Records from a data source
━━━━━━━━━━━━━━━━━━━━

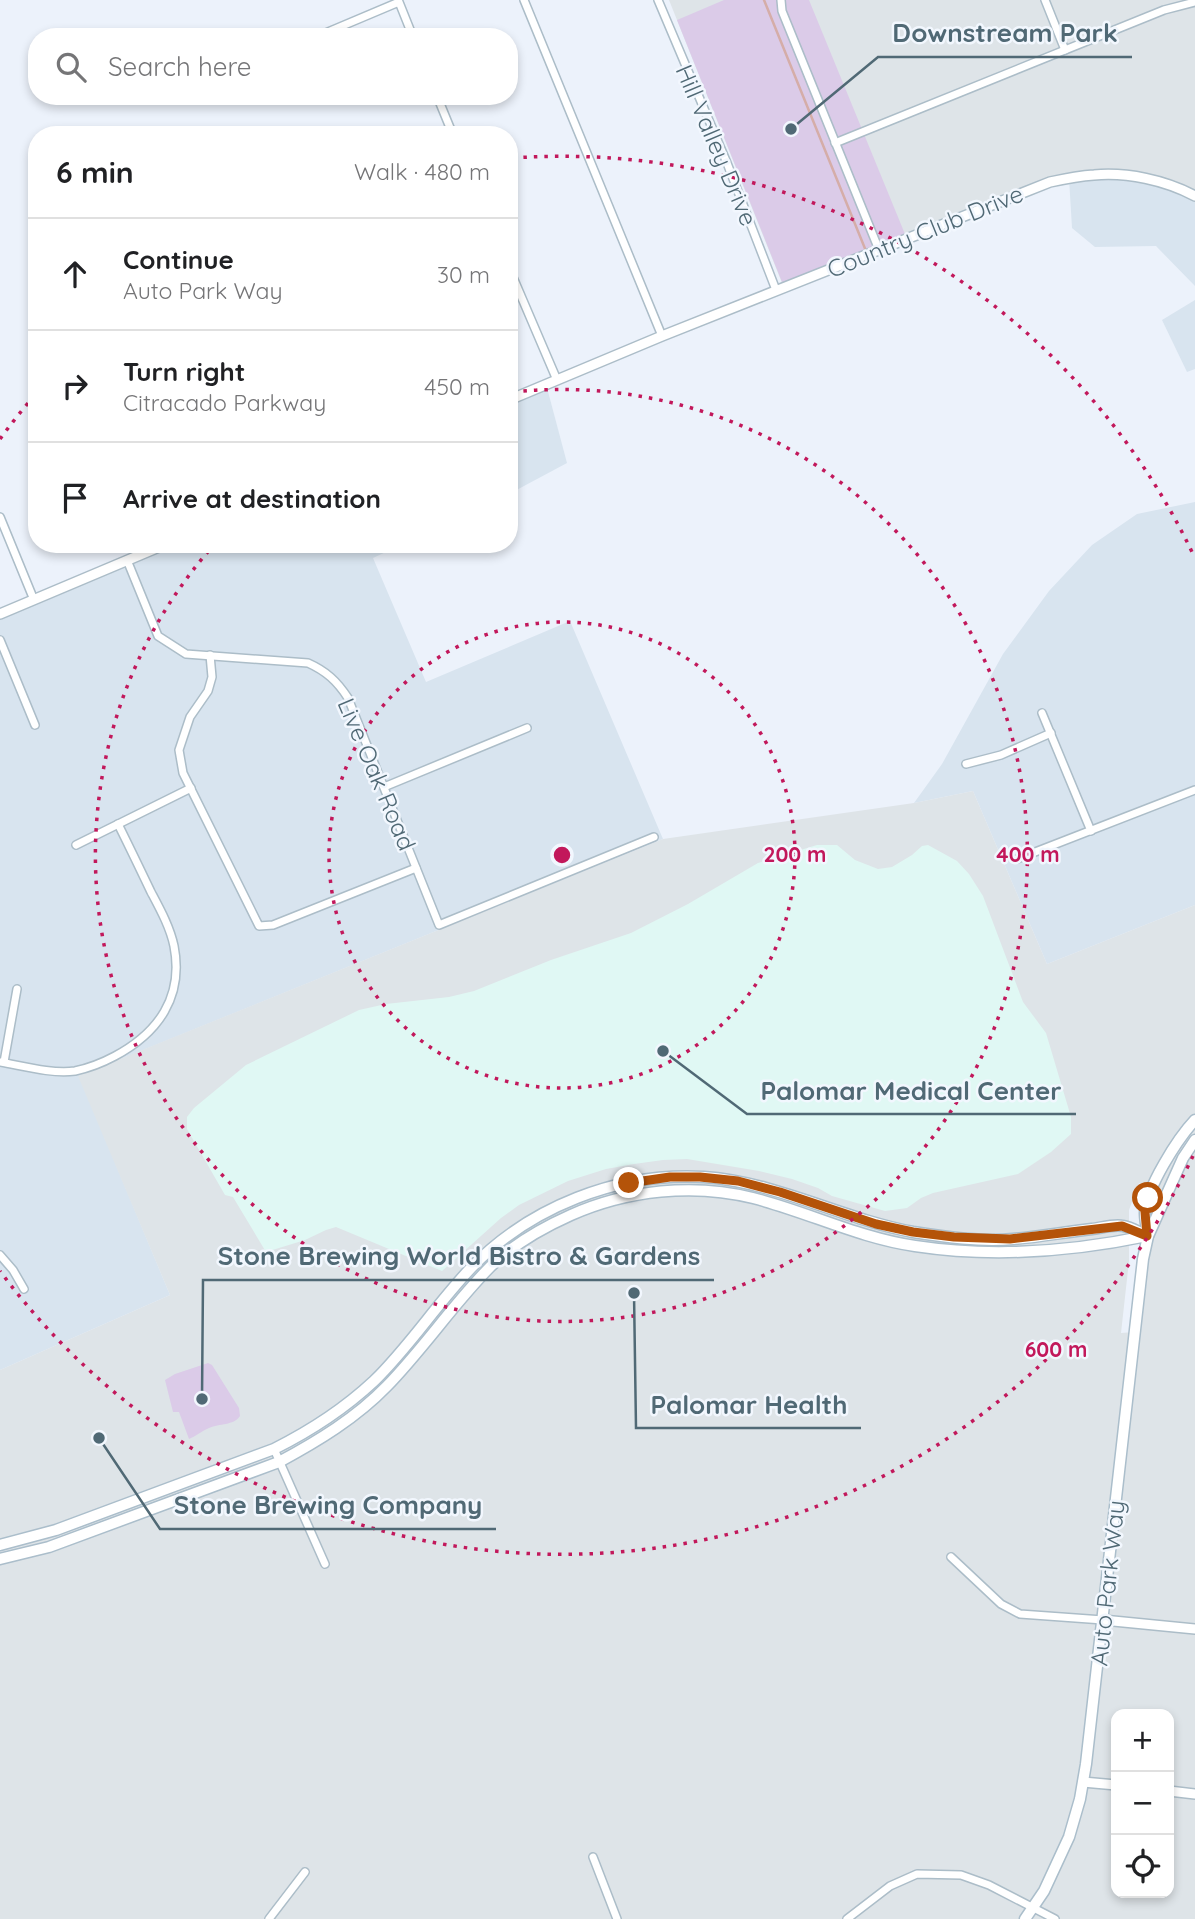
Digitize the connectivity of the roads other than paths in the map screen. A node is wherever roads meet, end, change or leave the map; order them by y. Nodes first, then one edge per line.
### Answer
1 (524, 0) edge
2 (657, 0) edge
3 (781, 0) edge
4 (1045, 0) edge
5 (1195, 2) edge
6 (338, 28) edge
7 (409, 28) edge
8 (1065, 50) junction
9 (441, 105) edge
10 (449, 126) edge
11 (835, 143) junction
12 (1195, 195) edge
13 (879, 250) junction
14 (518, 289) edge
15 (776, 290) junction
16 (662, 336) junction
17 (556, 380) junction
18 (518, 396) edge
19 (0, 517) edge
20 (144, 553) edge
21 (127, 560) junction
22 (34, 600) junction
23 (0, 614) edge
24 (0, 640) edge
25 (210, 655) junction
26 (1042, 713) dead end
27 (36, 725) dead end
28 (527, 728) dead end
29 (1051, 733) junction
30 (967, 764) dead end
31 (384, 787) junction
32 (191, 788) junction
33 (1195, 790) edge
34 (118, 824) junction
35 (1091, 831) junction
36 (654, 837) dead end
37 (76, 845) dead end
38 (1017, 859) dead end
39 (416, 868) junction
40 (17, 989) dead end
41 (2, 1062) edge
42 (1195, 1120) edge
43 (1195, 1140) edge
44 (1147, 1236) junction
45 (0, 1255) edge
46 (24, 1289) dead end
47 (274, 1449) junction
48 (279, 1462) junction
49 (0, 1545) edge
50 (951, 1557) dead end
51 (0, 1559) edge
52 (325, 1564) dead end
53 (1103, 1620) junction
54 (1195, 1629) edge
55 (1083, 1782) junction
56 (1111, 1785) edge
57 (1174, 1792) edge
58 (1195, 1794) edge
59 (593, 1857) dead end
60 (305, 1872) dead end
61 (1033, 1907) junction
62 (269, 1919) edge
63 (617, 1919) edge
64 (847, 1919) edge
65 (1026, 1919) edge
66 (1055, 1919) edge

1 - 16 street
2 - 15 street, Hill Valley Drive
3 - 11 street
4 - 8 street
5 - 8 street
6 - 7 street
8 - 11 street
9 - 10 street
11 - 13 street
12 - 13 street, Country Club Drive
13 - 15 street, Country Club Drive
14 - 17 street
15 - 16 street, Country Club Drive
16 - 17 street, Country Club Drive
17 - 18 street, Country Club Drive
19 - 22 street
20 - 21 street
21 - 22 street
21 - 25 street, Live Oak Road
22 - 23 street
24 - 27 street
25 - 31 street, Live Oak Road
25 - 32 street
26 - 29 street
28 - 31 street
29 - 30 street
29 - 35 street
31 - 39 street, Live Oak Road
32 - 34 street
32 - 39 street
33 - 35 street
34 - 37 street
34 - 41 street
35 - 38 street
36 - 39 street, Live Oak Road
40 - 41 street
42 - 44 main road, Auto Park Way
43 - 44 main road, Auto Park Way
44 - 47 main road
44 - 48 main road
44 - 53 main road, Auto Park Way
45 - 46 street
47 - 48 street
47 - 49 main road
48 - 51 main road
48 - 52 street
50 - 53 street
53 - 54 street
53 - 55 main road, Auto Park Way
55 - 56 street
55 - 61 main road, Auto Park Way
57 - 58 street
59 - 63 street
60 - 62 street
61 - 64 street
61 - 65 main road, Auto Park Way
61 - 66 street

━━━━━━━━━━━━━━━━━━━━

What is the number of lines in the data that include "main"? Respond with that number and no other text.

• **Task response**
10